__DATASET RECORDS__
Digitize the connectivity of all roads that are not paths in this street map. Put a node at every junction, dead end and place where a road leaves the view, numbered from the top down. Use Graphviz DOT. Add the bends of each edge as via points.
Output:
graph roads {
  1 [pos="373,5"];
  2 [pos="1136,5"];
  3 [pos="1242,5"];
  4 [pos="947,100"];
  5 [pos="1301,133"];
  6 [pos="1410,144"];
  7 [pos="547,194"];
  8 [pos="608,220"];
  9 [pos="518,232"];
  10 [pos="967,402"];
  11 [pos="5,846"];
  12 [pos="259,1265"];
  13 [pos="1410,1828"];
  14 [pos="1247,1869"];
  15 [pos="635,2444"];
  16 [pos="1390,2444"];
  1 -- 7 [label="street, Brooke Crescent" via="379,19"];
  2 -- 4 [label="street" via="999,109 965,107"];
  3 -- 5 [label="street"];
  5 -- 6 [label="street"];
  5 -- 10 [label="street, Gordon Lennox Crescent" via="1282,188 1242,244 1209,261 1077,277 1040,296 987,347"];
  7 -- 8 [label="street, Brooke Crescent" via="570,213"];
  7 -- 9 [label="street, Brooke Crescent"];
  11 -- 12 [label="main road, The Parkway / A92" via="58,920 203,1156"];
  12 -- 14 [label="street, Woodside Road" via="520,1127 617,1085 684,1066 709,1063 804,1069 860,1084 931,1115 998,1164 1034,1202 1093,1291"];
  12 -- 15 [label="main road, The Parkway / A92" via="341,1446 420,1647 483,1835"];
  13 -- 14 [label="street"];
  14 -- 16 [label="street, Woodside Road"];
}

__WHAT THE EXERCISE ASKS__
Send back every line of the listing above exactly.

__OUTPUT FOR THIS TASK__
Digitize the connectivity of all roads that are not paths in this street map. Put a node at every junction, dead end and place where a road leaves the view, numbered from the top down. Use Graphviz DOT. Add the bends of each edge as via points.
Output:
graph roads {
  1 [pos="373,5"];
  2 [pos="1136,5"];
  3 [pos="1242,5"];
  4 [pos="947,100"];
  5 [pos="1301,133"];
  6 [pos="1410,144"];
  7 [pos="547,194"];
  8 [pos="608,220"];
  9 [pos="518,232"];
  10 [pos="967,402"];
  11 [pos="5,846"];
  12 [pos="259,1265"];
  13 [pos="1410,1828"];
  14 [pos="1247,1869"];
  15 [pos="635,2444"];
  16 [pos="1390,2444"];
  1 -- 7 [label="street, Brooke Crescent" via="379,19"];
  2 -- 4 [label="street" via="999,109 965,107"];
  3 -- 5 [label="street"];
  5 -- 6 [label="street"];
  5 -- 10 [label="street, Gordon Lennox Crescent" via="1282,188 1242,244 1209,261 1077,277 1040,296 987,347"];
  7 -- 8 [label="street, Brooke Crescent" via="570,213"];
  7 -- 9 [label="street, Brooke Crescent"];
  11 -- 12 [label="main road, The Parkway / A92" via="58,920 203,1156"];
  12 -- 14 [label="street, Woodside Road" via="520,1127 617,1085 684,1066 709,1063 804,1069 860,1084 931,1115 998,1164 1034,1202 1093,1291"];
  12 -- 15 [label="main road, The Parkway / A92" via="341,1446 420,1647 483,1835"];
  13 -- 14 [label="street"];
  14 -- 16 [label="street, Woodside Road"];
}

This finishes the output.